■ What needs to be done:
Please copy every line of the data in which the string "ПРОСПЕКТ" appears.

[Opening Data listing section]

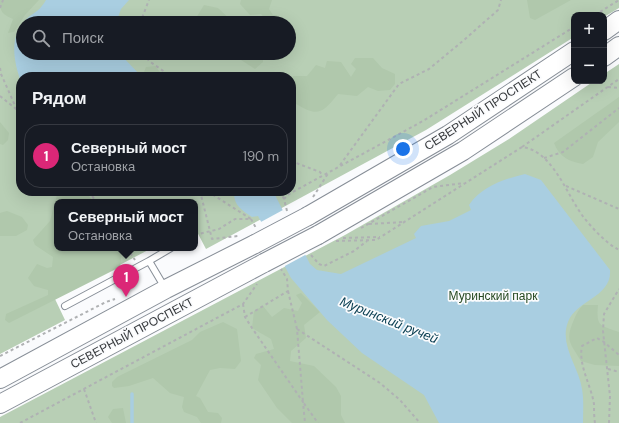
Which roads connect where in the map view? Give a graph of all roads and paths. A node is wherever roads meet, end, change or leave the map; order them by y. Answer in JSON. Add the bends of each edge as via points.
{"nodes":[{"id":1,"x":3,"y":0,"type":"edge"},
{"id":2,"x":149,"y":0,"type":"edge"},
{"id":3,"x":502,"y":0,"type":"edge"},
{"id":4,"x":619,"y":0,"type":"edge"},
{"id":5,"x":0,"y":8,"type":"edge"},
{"id":6,"x":600,"y":12,"type":"edge"},
{"id":7,"x":143,"y":16,"type":"edge"},
{"id":8,"x":619,"y":20,"type":"edge"},
{"id":9,"x":571,"y":29,"type":"edge"},
{"id":10,"x":607,"y":29,"type":"edge"},
{"id":11,"x":619,"y":46,"type":"edge"},
{"id":12,"x":571,"y":53,"type":"edge"},
{"id":13,"x":607,"y":55,"type":"edge"},
{"id":14,"x":148,"y":60,"type":"edge"},
{"id":15,"x":0,"y":68,"type":"edge"},
{"id":16,"x":165,"y":72,"type":"edge"},
{"id":17,"x":571,"y":79,"type":"edge"},
{"id":18,"x":619,"y":79,"type":"edge"},
{"id":19,"x":607,"y":87,"type":"junction"},
{"id":20,"x":619,"y":88,"type":"edge"},
{"id":21,"x":0,"y":96,"type":"edge"},
{"id":22,"x":16,"y":108,"type":"edge"},
{"id":23,"x":619,"y":108,"type":"edge"},
{"id":24,"x":16,"y":109,"type":"edge"},
{"id":25,"x":522,"y":147,"type":"junction"},
{"id":26,"x":544,"y":158,"type":"junction"},
{"id":27,"x":296,"y":163,"type":"edge"},
{"id":28,"x":339,"y":166,"type":"junction"},
{"id":29,"x":323,"y":175,"type":"dead end"},
{"id":30,"x":466,"y":183,"type":"junction"},
{"id":31,"x":565,"y":185,"type":"junction"},
{"id":32,"x":202,"y":196,"type":"edge"},
{"id":33,"x":215,"y":196,"type":"edge"},
{"id":34,"x":282,"y":196,"type":"edge"},
{"id":35,"x":311,"y":198,"type":"dead end"},
{"id":36,"x":284,"y":200,"type":"dead end"},
{"id":37,"x":619,"y":209,"type":"edge"},
{"id":38,"x":405,"y":222,"type":"junction"},
{"id":39,"x":367,"y":224,"type":"junction"},
{"id":40,"x":355,"y":231,"type":"dead end"},
{"id":41,"x":209,"y":232,"type":"junction"},
{"id":42,"x":198,"y":234,"type":"edge"},
{"id":43,"x":349,"y":235,"type":"dead end"},
{"id":44,"x":342,"y":240,"type":"junction"},
{"id":45,"x":337,"y":241,"type":"dead end"},
{"id":46,"x":619,"y":250,"type":"edge"},
{"id":47,"x":129,"y":251,"type":"edge"},
{"id":48,"x":166,"y":251,"type":"edge"},
{"id":49,"x":253,"y":257,"type":"junction"},
{"id":50,"x":149,"y":261,"type":"junction"},
{"id":51,"x":139,"y":266,"type":"junction"},
{"id":52,"x":166,"y":289,"type":"junction"},
{"id":53,"x":619,"y":289,"type":"edge"},
{"id":54,"x":288,"y":290,"type":"dead end"},
{"id":55,"x":243,"y":304,"type":"junction"},
{"id":56,"x":65,"y":306,"type":"dead end"},
{"id":57,"x":68,"y":320,"type":"dead end"},
{"id":58,"x":297,"y":329,"type":"junction"},
{"id":59,"x":604,"y":342,"type":"junction"},
{"id":60,"x":619,"y":355,"type":"edge"},
{"id":61,"x":0,"y":356,"type":"edge"},
{"id":62,"x":608,"y":369,"type":"junction"},
{"id":63,"x":619,"y":372,"type":"edge"},
{"id":64,"x":0,"y":379,"type":"edge"},
{"id":65,"x":84,"y":389,"type":"junction"},
{"id":66,"x":303,"y":402,"type":"junction"},
{"id":67,"x":0,"y":404,"type":"edge"},
{"id":68,"x":20,"y":423,"type":"edge"},
{"id":69,"x":96,"y":423,"type":"edge"},
{"id":70,"x":306,"y":423,"type":"edge"},
{"id":71,"x":318,"y":423,"type":"edge"},
{"id":72,"x":420,"y":423,"type":"edge"},
{"id":73,"x":595,"y":423,"type":"edge"},
{"id":74,"x":609,"y":423,"type":"edge"}],
"edges":[{"from":1,"to":5,"type":"path"},
{"from":2,"to":7,"type":"path"},
{"from":3,"to":28,"type":"path","via":[[498,10],[429,69],[399,84]]},
{"from":4,"to":6,"type":"path"},
{"from":8,"to":10,"type":"main road"},
{"from":9,"to":28,"type":"path","via":[[423,121]]},
{"from":11,"to":13,"type":"main road"},
{"from":12,"to":49,"type":"main road","name":"СЕВЕРНЫЙ ПРОСПЕКТ","bridge":true,"via":[[448,135],[308,216]]},
{"from":14,"to":16,"type":"path"},
{"from":15,"to":22,"type":"path"},
{"from":17,"to":49,"type":"main road","name":"СЕВЕРНЫЙ ПРОСПЕКТ","bridge":true,"via":[[463,151],[318,235]]},
{"from":18,"to":19,"type":"path"},
{"from":19,"to":20,"type":"path"},
{"from":19,"to":25,"type":"path"},
{"from":21,"to":24,"type":"path"},
{"from":23,"to":26,"type":"path","via":[[564,152]]},
{"from":25,"to":26,"type":"path","via":[[536,151]]},
{"from":25,"to":30,"type":"path"},
{"from":26,"to":31,"type":"path"},
{"from":27,"to":29,"type":"path"},
{"from":28,"to":35,"type":"path","via":[[330,171]]},
{"from":30,"to":38,"type":"path"},
{"from":30,"to":39,"type":"path","via":[[433,187]]},
{"from":31,"to":37,"type":"path"},
{"from":31,"to":46,"type":"path","via":[[584,218],[610,245]]},
{"from":32,"to":41,"type":"path"},
{"from":33,"to":41,"type":"path","via":[[251,218],[235,219]]},
{"from":34,"to":36,"type":"path"},
{"from":38,"to":39,"type":"path"},
{"from":38,"to":44,"type":"path","via":[[371,241]]},
{"from":39,"to":40,"type":"path"},
{"from":41,"to":42,"type":"path"},
{"from":41,"to":49,"type":"path","via":[[212,239]]},
{"from":43,"to":44,"type":"path"},
{"from":44,"to":45,"type":"path"},
{"from":47,"to":51,"type":"path"},
{"from":48,"to":50,"type":"lane"},
{"from":49,"to":52,"type":"main road","name":"СЕВЕРНЫЙ ПРОСПЕКТ"},
{"from":49,"to":55,"type":"path"},
{"from":49,"to":67,"type":"main road","name":"СЕВЕРНЫЙ ПРОСПЕКТ"},
{"from":50,"to":51,"type":"lane"},
{"from":50,"to":52,"type":"lane"},
{"from":51,"to":56,"type":"lane"},
{"from":52,"to":64,"type":"main road","name":"СЕВЕРНЫЙ ПРОСПЕКТ"},
{"from":53,"to":59,"type":"path","via":[[604,314]]},
{"from":54,"to":58,"type":"path"},
{"from":55,"to":65,"type":"path"},
{"from":55,"to":66,"type":"path","via":[[245,316],[252,328]]},
{"from":57,"to":61,"type":"path"},
{"from":58,"to":66,"type":"path"},
{"from":58,"to":72,"type":"path","via":[[380,383],[400,400]]},
{"from":59,"to":60,"type":"path"},
{"from":59,"to":62,"type":"path"},
{"from":59,"to":73,"type":"path","via":[[597,338],[589,341],[582,346],[581,352],[587,384],[594,403]]},
{"from":62,"to":63,"type":"path"},
{"from":62,"to":74,"type":"path"},
{"from":65,"to":68,"type":"path"},
{"from":65,"to":69,"type":"path"},
{"from":66,"to":70,"type":"path"},
{"from":66,"to":71,"type":"path"}]}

[Closing Data listing section]

■ Worked solution:
{"from":12,"to":49,"type":"main road","name":"СЕВЕРНЫЙ ПРОСПЕКТ","bridge":true,"via":[[448,135],[308,216]]},
{"from":17,"to":49,"type":"main road","name":"СЕВЕРНЫЙ ПРОСПЕКТ","bridge":true,"via":[[463,151],[318,235]]},
{"from":49,"to":52,"type":"main road","name":"СЕВЕРНЫЙ ПРОСПЕКТ"},
{"from":49,"to":67,"type":"main road","name":"СЕВЕРНЫЙ ПРОСПЕКТ"},
{"from":52,"to":64,"type":"main road","name":"СЕВЕРНЫЙ ПРОСПЕКТ"},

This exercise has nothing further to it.